UT-Austin also has optimized the chilled-water grid so that it uses the least amount of pumping power to meet demand. This has reduced peak pumping from 70,000 gal/min to 40,000. Differential pressure (dP) between supply and return lines, measured at key buildings on campus, is updated in real time while the pumping speed gets adjusted to follow a low-dP set point in endless iterations with a rate-of-change of 0.25 dP/min.

This low differential pressure has the benefit of satisfying campus demand with less pumping power. The lower-speed flow set points also are optimized in other chilling stations while keeping one assigned for controlling dP. Pumps are equipped with variable-frequency drives (VFD) which lower speed, thus achieving maximum accuracy and controllability.  Because pumping horsepower varies with the cube of rpm, reducing flow has a dramatic effect on power consumption. But it also has a positive impact on O&M: Over-pumping can lift the seats in the control valves and lead to other maintenance impacts.

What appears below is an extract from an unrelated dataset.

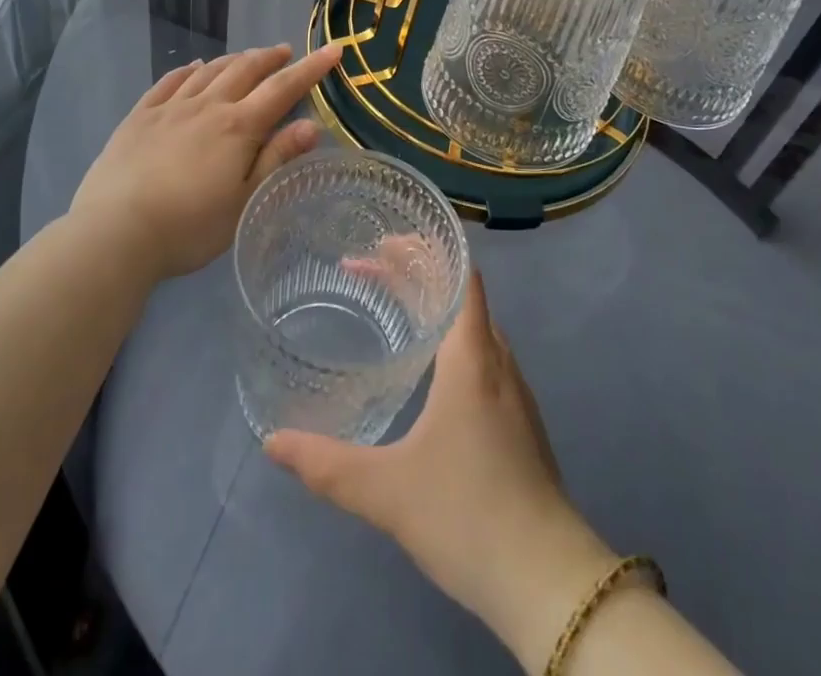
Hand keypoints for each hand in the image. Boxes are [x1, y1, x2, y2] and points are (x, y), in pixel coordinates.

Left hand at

The plant is equipped with 18 electrical chillers but now, because the optimization effort, occasionally only one chiller unit is needed during some winter periods to serve the entire campus. With the dramatic drop in peak cooling load came a drop in steam flow to produce the required electricity. The plant no longer has to over-deliver cooling at too low of a temperature in winter; now it is able to set the chilled water system at 44F, rather than 39F. This temperature reset follows outside air temperature linearly between 80F and 55F.

Electrical production efficiency is maximized when plant output stays below 70 MW, noted Del Real and Ontiveros. Campus peak load is 60 MW but the powerplant has a maximum production capacity of 140 MW. By adding a 6-million-gal chilled-water storage tank, they explained, they can “shift” 10 MW during the night, make and store chilled water, and “baseline” the most efficient gas turbine/generator. Cutting out a chiller in the summer is an easy way to shed electric load, with stored chilled water from the off-hours making up the difference.

Thus, another goal of the overall strategy is to run the most efficient turbine/generator, the LM2500 installed in 2010, eight months of the year, as opposed to four earlier.

The Ovation ECEMS controller gives the plant the capability to “island under any configuration of generators” (the defining characteristic of a “microgrid”). Said Ontiveros: “During islanding, load shedding becomes really important and the chilled-water storage acts like a big battery—it allows us to ramp the generators comfortably.”

Having 70 variable-frequency drives (VFDs) with inverters, as well as numerous other inverters operating in the system, brings its own unintended consequences: Harmonics and low power factor because of non-linear loads and inductive motors, respectively. The ECEMS includes an automatic VAR control system, which summons VARs out of the generators to maintain a minimum 95% power factor. Advisory control is also a key feature that helps the operator making decisions on which capacitor bank should be brought online for voltage control. The city tie is kept at net unity power factor.

Said Del Real: “The grid connection is what controls our grid frequency. If separation from the city grid occurs, and if the load were to exceed generation, we would then need to shed load fast enough to ‘beat’ the disturbance, requiring a 100-ms response.”

Thus, the ECEMS continuously analyses and updates campus electrical demand, advises the operator on when to stage capacitor banks in and out of service, monitors generator load profiles, and regulates city purchased power while maintaining appropriate power factors in a system that’s become more sensitive because of the presence of dozens of sensitive loads.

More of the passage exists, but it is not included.